Instructions for the task: Every entry that follows should be output again, word for word.

Collected data entries
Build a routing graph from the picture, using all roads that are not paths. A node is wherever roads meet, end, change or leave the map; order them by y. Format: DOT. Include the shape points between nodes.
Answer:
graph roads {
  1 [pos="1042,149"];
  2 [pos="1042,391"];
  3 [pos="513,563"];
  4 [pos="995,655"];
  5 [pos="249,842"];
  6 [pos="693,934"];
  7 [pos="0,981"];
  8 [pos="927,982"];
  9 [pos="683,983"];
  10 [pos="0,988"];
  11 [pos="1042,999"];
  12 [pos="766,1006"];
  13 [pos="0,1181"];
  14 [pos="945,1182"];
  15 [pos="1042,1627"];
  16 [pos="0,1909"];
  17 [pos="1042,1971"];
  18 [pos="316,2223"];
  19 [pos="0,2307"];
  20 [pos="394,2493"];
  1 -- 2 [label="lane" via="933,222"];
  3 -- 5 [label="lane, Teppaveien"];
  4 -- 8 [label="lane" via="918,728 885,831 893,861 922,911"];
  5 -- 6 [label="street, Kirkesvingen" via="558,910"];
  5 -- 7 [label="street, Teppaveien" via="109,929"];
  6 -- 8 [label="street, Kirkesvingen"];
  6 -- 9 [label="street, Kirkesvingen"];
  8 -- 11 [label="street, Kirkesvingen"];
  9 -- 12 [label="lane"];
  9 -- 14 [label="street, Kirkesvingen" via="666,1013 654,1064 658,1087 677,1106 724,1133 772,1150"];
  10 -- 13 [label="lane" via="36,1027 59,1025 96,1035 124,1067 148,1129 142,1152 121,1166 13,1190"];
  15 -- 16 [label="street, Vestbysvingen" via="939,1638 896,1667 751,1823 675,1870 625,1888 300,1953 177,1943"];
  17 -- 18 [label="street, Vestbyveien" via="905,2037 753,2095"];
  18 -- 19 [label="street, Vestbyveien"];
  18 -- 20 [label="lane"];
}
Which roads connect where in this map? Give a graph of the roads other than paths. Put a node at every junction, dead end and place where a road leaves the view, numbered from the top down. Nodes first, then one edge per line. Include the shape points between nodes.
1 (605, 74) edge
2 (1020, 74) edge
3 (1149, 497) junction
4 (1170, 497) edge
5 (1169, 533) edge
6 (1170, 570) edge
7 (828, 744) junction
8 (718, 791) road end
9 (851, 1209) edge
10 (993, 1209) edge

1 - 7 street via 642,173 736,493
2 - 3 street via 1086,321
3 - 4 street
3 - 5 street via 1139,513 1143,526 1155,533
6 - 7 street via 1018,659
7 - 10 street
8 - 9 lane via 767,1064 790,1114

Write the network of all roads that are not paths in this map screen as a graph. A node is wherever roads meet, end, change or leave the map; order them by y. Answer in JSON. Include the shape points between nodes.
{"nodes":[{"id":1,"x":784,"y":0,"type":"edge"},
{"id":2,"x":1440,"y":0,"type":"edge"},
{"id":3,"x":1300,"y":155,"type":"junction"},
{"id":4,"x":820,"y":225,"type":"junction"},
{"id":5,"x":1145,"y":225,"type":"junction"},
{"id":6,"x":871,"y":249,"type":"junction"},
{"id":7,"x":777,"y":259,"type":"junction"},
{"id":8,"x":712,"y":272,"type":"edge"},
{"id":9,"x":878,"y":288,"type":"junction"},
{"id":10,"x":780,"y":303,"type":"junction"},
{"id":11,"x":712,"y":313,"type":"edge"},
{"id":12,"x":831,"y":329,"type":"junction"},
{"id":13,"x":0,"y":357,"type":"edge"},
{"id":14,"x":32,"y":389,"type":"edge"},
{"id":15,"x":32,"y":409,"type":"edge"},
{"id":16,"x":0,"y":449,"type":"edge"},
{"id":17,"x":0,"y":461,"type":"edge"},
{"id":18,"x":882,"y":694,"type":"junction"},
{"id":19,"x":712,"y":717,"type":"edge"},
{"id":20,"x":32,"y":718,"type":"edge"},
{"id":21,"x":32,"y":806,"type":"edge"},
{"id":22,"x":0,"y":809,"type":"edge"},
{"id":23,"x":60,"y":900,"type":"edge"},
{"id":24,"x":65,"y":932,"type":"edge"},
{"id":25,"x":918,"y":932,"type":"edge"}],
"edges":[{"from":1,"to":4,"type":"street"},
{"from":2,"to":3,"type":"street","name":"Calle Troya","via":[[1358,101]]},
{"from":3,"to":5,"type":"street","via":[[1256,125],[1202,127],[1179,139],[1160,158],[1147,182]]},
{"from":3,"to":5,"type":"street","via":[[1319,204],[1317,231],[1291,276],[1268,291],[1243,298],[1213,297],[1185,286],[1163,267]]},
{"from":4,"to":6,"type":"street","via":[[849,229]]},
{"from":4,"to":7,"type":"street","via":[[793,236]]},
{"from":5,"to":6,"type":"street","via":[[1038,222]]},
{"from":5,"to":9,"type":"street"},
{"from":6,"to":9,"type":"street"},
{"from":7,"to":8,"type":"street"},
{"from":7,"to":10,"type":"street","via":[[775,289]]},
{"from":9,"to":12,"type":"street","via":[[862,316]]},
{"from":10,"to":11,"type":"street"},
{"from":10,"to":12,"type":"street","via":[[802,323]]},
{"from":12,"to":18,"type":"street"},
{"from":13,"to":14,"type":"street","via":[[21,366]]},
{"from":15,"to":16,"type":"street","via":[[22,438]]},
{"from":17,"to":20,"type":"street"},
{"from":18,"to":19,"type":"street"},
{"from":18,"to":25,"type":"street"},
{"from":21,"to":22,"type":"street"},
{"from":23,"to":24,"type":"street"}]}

Answer section:
Build a routing graph from the picture, using all roads that are not paths. A node is wherever roads meet, end, change or leave the map; order them by y. Format: DOT. Include the shape points between nodes.
Answer:
graph roads {
  1 [pos="1042,149"];
  2 [pos="1042,391"];
  3 [pos="513,563"];
  4 [pos="995,655"];
  5 [pos="249,842"];
  6 [pos="693,934"];
  7 [pos="0,981"];
  8 [pos="927,982"];
  9 [pos="683,983"];
  10 [pos="0,988"];
  11 [pos="1042,999"];
  12 [pos="766,1006"];
  13 [pos="0,1181"];
  14 [pos="945,1182"];
  15 [pos="1042,1627"];
  16 [pos="0,1909"];
  17 [pos="1042,1971"];
  18 [pos="316,2223"];
  19 [pos="0,2307"];
  20 [pos="394,2493"];
  1 -- 2 [label="lane" via="933,222"];
  3 -- 5 [label="lane, Teppaveien"];
  4 -- 8 [label="lane" via="918,728 885,831 893,861 922,911"];
  5 -- 6 [label="street, Kirkesvingen" via="558,910"];
  5 -- 7 [label="street, Teppaveien" via="109,929"];
  6 -- 8 [label="street, Kirkesvingen"];
  6 -- 9 [label="street, Kirkesvingen"];
  8 -- 11 [label="street, Kirkesvingen"];
  9 -- 12 [label="lane"];
  9 -- 14 [label="street, Kirkesvingen" via="666,1013 654,1064 658,1087 677,1106 724,1133 772,1150"];
  10 -- 13 [label="lane" via="36,1027 59,1025 96,1035 124,1067 148,1129 142,1152 121,1166 13,1190"];
  15 -- 16 [label="street, Vestbysvingen" via="939,1638 896,1667 751,1823 675,1870 625,1888 300,1953 177,1943"];
  17 -- 18 [label="street, Vestbyveien" via="905,2037 753,2095"];
  18 -- 19 [label="street, Vestbyveien"];
  18 -- 20 [label="lane"];
}
Which roads connect where in this map? Give a graph of the roads other than paths. Put a node at every junction, dead end and place where a road leaves the view, numbered from the top down. Nodes first, then one edge per line. Include the shape points between nodes.
1 (605, 74) edge
2 (1020, 74) edge
3 (1149, 497) junction
4 (1170, 497) edge
5 (1169, 533) edge
6 (1170, 570) edge
7 (828, 744) junction
8 (718, 791) road end
9 (851, 1209) edge
10 (993, 1209) edge

1 - 7 street via 642,173 736,493
2 - 3 street via 1086,321
3 - 4 street
3 - 5 street via 1139,513 1143,526 1155,533
6 - 7 street via 1018,659
7 - 10 street
8 - 9 lane via 767,1064 790,1114

Write the network of all roads that are not paths in this map screen as a graph. A node is wherever roads meet, end, change or leave the map; order them by y. Answer in JSON. Include the shape points between nodes.
{"nodes":[{"id":1,"x":784,"y":0,"type":"edge"},
{"id":2,"x":1440,"y":0,"type":"edge"},
{"id":3,"x":1300,"y":155,"type":"junction"},
{"id":4,"x":820,"y":225,"type":"junction"},
{"id":5,"x":1145,"y":225,"type":"junction"},
{"id":6,"x":871,"y":249,"type":"junction"},
{"id":7,"x":777,"y":259,"type":"junction"},
{"id":8,"x":712,"y":272,"type":"edge"},
{"id":9,"x":878,"y":288,"type":"junction"},
{"id":10,"x":780,"y":303,"type":"junction"},
{"id":11,"x":712,"y":313,"type":"edge"},
{"id":12,"x":831,"y":329,"type":"junction"},
{"id":13,"x":0,"y":357,"type":"edge"},
{"id":14,"x":32,"y":389,"type":"edge"},
{"id":15,"x":32,"y":409,"type":"edge"},
{"id":16,"x":0,"y":449,"type":"edge"},
{"id":17,"x":0,"y":461,"type":"edge"},
{"id":18,"x":882,"y":694,"type":"junction"},
{"id":19,"x":712,"y":717,"type":"edge"},
{"id":20,"x":32,"y":718,"type":"edge"},
{"id":21,"x":32,"y":806,"type":"edge"},
{"id":22,"x":0,"y":809,"type":"edge"},
{"id":23,"x":60,"y":900,"type":"edge"},
{"id":24,"x":65,"y":932,"type":"edge"},
{"id":25,"x":918,"y":932,"type":"edge"}],
"edges":[{"from":1,"to":4,"type":"street"},
{"from":2,"to":3,"type":"street","name":"Calle Troya","via":[[1358,101]]},
{"from":3,"to":5,"type":"street","via":[[1256,125],[1202,127],[1179,139],[1160,158],[1147,182]]},
{"from":3,"to":5,"type":"street","via":[[1319,204],[1317,231],[1291,276],[1268,291],[1243,298],[1213,297],[1185,286],[1163,267]]},
{"from":4,"to":6,"type":"street","via":[[849,229]]},
{"from":4,"to":7,"type":"street","via":[[793,236]]},
{"from":5,"to":6,"type":"street","via":[[1038,222]]},
{"from":5,"to":9,"type":"street"},
{"from":6,"to":9,"type":"street"},
{"from":7,"to":8,"type":"street"},
{"from":7,"to":10,"type":"street","via":[[775,289]]},
{"from":9,"to":12,"type":"street","via":[[862,316]]},
{"from":10,"to":11,"type":"street"},
{"from":10,"to":12,"type":"street","via":[[802,323]]},
{"from":12,"to":18,"type":"street"},
{"from":13,"to":14,"type":"street","via":[[21,366]]},
{"from":15,"to":16,"type":"street","via":[[22,438]]},
{"from":17,"to":20,"type":"street"},
{"from":18,"to":19,"type":"street"},
{"from":18,"to":25,"type":"street"},
{"from":21,"to":22,"type":"street"},
{"from":23,"to":24,"type":"street"}]}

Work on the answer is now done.